Collected data
◆ ◆ ◆ ◆ ◆
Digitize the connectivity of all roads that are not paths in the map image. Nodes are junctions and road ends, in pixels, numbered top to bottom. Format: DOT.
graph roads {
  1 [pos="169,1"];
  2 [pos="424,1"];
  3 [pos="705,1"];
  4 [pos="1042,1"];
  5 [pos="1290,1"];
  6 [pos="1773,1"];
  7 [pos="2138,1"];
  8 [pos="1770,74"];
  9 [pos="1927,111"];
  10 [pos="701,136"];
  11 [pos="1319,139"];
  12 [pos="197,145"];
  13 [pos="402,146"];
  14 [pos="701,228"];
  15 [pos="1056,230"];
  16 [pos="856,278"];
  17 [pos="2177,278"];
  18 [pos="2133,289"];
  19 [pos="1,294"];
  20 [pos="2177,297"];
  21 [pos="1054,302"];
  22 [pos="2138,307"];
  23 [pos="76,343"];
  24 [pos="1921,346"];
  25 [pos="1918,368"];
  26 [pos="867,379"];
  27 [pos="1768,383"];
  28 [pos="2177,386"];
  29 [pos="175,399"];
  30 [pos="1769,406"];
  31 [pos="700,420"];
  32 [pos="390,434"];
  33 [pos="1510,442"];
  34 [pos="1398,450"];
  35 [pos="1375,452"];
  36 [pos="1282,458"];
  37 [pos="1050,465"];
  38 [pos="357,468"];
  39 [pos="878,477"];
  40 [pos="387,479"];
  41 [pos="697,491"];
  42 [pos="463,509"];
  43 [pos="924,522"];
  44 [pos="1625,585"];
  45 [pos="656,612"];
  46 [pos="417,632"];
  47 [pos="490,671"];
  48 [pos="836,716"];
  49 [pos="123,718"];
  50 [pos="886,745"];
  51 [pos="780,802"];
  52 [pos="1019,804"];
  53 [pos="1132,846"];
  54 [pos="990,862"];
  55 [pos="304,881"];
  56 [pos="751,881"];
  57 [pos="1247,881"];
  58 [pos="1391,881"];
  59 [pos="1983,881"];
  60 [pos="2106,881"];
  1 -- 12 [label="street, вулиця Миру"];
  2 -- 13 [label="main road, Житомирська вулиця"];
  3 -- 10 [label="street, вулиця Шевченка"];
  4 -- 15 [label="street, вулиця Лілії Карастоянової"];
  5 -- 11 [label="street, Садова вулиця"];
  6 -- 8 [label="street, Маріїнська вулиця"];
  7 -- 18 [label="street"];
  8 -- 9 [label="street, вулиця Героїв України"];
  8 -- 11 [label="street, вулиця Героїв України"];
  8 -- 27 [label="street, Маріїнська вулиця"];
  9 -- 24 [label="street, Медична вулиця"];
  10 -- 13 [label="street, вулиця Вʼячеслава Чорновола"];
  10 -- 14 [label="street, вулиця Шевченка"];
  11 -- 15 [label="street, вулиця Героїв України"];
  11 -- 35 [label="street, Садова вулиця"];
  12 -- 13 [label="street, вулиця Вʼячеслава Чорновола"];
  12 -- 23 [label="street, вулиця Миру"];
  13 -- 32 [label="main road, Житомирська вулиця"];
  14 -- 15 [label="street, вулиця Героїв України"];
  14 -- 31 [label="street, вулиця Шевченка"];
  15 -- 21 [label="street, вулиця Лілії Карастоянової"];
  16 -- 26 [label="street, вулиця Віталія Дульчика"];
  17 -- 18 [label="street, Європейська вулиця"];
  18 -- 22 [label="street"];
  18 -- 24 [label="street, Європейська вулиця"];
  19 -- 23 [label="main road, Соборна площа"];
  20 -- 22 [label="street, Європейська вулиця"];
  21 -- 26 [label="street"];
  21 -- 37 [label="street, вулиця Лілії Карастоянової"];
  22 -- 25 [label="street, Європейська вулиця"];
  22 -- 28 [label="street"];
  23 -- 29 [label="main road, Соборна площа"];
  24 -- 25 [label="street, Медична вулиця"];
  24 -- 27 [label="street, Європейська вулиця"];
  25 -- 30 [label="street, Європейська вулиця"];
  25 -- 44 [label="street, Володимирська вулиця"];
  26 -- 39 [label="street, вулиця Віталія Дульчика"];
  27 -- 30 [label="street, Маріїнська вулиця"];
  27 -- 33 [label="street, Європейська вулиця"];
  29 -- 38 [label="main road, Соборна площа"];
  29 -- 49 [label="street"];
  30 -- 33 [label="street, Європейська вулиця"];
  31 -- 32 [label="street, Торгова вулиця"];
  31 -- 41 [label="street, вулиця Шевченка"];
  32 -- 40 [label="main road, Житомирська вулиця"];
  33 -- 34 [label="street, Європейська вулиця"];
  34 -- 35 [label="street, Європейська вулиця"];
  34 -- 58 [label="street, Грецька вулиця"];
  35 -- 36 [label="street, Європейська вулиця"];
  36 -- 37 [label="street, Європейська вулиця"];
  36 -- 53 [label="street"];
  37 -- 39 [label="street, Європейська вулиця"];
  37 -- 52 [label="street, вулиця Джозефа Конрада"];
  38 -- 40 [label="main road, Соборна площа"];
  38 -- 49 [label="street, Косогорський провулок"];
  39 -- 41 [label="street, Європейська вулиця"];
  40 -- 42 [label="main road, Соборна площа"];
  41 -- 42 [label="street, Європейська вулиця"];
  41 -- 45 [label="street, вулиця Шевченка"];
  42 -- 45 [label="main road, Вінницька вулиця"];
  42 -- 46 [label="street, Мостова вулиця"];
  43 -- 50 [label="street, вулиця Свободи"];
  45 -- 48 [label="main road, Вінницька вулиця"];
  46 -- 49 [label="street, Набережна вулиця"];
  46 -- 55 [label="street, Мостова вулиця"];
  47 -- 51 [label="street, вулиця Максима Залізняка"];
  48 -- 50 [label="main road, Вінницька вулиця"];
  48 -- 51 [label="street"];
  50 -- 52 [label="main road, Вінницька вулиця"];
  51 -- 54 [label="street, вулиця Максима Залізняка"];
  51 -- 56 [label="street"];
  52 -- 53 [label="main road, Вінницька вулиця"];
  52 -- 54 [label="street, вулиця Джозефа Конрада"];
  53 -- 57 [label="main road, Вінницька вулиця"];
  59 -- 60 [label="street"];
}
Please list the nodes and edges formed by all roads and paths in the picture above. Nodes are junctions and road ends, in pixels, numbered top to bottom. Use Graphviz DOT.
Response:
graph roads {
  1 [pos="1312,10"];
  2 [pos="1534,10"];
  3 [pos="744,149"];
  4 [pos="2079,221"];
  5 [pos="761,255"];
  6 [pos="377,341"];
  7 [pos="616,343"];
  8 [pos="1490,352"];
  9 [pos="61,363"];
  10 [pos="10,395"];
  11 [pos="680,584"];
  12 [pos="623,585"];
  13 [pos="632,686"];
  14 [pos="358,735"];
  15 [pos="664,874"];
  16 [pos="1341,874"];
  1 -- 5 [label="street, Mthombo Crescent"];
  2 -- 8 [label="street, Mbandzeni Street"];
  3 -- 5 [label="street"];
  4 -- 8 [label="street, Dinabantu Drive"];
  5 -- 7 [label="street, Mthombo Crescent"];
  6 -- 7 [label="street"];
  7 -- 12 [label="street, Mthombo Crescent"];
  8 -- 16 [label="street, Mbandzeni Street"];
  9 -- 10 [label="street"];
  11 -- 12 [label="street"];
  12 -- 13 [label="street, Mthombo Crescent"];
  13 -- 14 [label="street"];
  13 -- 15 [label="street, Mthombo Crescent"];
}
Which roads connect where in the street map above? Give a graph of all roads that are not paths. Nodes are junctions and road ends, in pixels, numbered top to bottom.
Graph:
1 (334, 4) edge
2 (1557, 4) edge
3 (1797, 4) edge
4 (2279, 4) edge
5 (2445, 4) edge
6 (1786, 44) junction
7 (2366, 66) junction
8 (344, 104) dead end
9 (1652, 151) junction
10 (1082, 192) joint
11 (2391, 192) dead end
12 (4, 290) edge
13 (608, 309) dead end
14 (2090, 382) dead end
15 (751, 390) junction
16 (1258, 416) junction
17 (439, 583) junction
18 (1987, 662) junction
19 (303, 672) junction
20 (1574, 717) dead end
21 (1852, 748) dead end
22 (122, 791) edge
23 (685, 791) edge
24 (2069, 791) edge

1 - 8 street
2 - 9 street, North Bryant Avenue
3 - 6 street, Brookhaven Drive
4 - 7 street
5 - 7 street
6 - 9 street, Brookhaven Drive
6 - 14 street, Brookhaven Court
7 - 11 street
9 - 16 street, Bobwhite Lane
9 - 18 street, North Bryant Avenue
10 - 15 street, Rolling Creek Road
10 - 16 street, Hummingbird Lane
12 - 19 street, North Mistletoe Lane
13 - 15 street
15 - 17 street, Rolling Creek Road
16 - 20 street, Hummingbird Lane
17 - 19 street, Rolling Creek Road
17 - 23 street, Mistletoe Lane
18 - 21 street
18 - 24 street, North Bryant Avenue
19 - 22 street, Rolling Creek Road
◆ ◆ ◆ ◆ ◆
> PROBLEM TO SOLVE: Tally up the lines of the data above where the string "Соборна" appears, and give only the count.

> OUTPUT OF THE EXERCISE: 5